Pulleys
A pulley is made up of a rope (or something similar) around a wheel. There are a couple of terms you will need to understand before we get started. A fixed pulley is a pulley that does not change locations- or move up or down. A moveable pulley is a pulley that does move up and down. Pulleys can be single (just one) or in combinations. Pulleys in combinations are called pulley systems or a block and tackle.
The formulas we have used so far still apply. But there is another way to determine IMA. IMA can be determined by counting the number of sections of rope that help to support the weight of the object. These are called supporting ropes. Since pulleys are lifting objects up, supporting ropes are sections that are moving up. That would include sections wrapped around the pulley(s) and the section that is being pulled up by the person using the pulley. Study each image that follows to help learn what a supporting rope is.
A single fixed pulley has one pulley that is attached and cannot move. The section of rope that attaches to the load (Fr) is a supporting rope. The other section, attached to the effort (Fe), is not. You can tell this for 2 reasons. First of all this section is being pulled down. Secondly, it is not helping to support the load. Therefore, there is only one supporting rope. Since there is only one supporting rope, the IMA is 1. With an IMA of 1, no mechanical advantage is gained. We can assume Fr = Fe. But in an actual test, there will be friction so Fr Fe. AMA will be less than one. You may be wondering what the advantage is to a single fixed pulley. The advantage is in changing the direction of the load. Typically this would not be used to lift a heavy object. You will see these used in window blinds and flag poles.

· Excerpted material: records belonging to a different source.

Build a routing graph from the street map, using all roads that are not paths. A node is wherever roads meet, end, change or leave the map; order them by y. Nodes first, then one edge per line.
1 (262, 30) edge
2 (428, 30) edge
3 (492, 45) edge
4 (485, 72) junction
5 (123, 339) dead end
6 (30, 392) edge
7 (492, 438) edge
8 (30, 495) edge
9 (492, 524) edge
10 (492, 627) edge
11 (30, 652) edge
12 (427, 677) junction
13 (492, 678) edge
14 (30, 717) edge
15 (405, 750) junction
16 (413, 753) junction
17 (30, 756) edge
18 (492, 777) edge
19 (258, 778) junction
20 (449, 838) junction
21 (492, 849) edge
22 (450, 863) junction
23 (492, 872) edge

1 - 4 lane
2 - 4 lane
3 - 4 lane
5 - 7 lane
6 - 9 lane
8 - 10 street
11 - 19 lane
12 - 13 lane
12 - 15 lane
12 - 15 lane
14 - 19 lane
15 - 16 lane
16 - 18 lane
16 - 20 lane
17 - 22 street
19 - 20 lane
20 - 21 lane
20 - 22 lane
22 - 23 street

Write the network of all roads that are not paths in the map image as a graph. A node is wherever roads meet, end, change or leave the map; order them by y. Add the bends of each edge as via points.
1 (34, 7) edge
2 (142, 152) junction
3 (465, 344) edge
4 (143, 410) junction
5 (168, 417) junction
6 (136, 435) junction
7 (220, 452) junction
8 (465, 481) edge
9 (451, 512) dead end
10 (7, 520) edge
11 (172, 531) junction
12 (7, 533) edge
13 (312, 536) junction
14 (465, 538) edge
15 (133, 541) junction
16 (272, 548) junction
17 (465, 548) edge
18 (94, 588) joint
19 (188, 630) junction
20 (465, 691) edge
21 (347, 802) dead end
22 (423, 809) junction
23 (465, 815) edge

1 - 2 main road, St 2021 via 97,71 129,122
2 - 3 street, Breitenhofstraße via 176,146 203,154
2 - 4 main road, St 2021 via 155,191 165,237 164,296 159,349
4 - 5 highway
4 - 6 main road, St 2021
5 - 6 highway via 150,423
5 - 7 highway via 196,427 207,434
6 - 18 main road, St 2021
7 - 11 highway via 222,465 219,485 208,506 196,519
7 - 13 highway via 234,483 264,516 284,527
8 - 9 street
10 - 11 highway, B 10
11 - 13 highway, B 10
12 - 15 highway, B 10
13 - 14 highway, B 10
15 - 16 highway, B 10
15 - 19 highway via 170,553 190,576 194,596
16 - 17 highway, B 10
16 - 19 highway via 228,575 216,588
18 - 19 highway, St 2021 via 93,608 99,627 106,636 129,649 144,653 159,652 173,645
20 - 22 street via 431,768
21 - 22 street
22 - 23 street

At right is a single moveable pulley. Both of the sections of rope are supporting ropes so the IMA is 2. It may not look like it, but this arrangement will help to lift a heavy object more than the previous one. The effort force will be roughly ½ the Fr. Remember friction will have some affect. Since Fe will be going down, de will be going up.

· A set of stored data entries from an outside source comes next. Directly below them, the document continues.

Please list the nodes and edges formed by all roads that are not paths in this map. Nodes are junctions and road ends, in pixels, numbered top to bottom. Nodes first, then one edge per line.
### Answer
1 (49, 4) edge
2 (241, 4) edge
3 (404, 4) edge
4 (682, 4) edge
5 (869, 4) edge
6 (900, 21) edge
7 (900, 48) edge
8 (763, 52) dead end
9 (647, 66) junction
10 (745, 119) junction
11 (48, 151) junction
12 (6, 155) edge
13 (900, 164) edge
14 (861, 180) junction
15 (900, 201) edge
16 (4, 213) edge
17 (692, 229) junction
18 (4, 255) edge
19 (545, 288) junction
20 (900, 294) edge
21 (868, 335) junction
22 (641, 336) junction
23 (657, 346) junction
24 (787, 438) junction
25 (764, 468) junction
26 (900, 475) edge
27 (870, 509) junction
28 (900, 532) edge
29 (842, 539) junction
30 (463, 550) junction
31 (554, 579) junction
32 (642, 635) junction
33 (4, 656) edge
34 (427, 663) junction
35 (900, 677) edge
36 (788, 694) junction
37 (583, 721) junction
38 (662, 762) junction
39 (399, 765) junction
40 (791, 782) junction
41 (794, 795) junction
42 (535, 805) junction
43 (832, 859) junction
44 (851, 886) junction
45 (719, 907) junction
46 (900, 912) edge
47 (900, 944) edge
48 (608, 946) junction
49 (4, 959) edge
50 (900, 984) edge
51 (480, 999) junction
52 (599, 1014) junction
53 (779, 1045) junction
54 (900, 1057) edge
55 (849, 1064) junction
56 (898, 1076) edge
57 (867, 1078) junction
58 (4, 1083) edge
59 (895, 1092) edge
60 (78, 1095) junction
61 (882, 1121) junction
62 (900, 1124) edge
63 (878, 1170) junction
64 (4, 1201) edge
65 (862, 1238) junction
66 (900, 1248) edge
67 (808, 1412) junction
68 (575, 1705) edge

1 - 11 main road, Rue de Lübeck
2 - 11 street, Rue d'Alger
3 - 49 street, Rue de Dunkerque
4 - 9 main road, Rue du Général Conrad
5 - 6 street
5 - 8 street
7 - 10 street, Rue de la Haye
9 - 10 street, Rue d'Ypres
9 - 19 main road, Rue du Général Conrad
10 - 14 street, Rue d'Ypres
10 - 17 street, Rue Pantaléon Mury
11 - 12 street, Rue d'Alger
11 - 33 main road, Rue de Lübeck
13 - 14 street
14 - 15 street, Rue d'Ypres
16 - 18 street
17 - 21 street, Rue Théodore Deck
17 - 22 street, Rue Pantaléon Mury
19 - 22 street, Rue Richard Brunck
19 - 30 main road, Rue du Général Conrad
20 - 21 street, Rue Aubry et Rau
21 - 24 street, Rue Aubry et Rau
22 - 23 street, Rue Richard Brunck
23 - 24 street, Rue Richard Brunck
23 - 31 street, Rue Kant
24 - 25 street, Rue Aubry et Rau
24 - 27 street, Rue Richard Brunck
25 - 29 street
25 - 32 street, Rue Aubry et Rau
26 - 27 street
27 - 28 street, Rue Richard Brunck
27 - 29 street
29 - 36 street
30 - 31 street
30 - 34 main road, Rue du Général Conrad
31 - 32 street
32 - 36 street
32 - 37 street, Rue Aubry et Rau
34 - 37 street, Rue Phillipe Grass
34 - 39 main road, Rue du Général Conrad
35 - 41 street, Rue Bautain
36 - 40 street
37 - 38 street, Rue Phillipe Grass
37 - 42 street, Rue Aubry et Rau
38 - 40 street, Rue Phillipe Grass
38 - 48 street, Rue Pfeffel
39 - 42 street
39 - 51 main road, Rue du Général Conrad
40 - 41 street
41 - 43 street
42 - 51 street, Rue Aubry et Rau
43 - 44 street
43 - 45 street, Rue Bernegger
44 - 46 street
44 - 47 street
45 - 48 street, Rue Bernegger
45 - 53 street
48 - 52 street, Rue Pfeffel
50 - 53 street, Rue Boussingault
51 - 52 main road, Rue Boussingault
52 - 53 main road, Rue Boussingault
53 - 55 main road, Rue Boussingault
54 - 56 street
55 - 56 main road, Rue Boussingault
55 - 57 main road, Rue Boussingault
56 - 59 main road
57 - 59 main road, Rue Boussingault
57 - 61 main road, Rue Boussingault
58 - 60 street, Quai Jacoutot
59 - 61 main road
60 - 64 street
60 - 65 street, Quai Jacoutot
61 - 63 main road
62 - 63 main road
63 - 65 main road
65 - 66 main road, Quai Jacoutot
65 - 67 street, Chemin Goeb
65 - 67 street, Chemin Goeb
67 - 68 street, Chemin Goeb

The image to the left is a single fixed, single moveable pulley.There are three sections of rope, two of which are supporting. The IMA is 2. The effort force will be roughly 1/2 the resistance force and the amount of rope pulled through the pulleys is 2 times greater than the distance the resistance moves.
What are 2 advantages to using pulleys?
What does it mean for a pulley to be moveable?
How is IMA determined for a pulley? See diagrams for examples.
What is the advantage to using a pulley with an IMA of 1?
What type of pulley has an IMA of 1?
What is the relationship between Fe and Fr if the IMA = 1?
In a single fixed pulley, what will be the relationship between de and dr?
What would you guess AMA to be for a pulley with an IMA of 1?
What do pulley systems (combination of fixed and moveable pulley) do to IMA?
What happens to Fe when using a pulley system?
What happens to de when using a pulley system?
In a single pulley moveable pulley, if the Fe is ½ the Fr, how much will de change by?
Draw a single fixed, single moveable pulley in which the rope attaches to the top of the moveable pulley is pulled the opposite way. What will the IMA be for this pulley arrangement?
Find images of pulleys with different number of supporting ropes (pulley arrangements). Be able to recognize and count supporting ropes.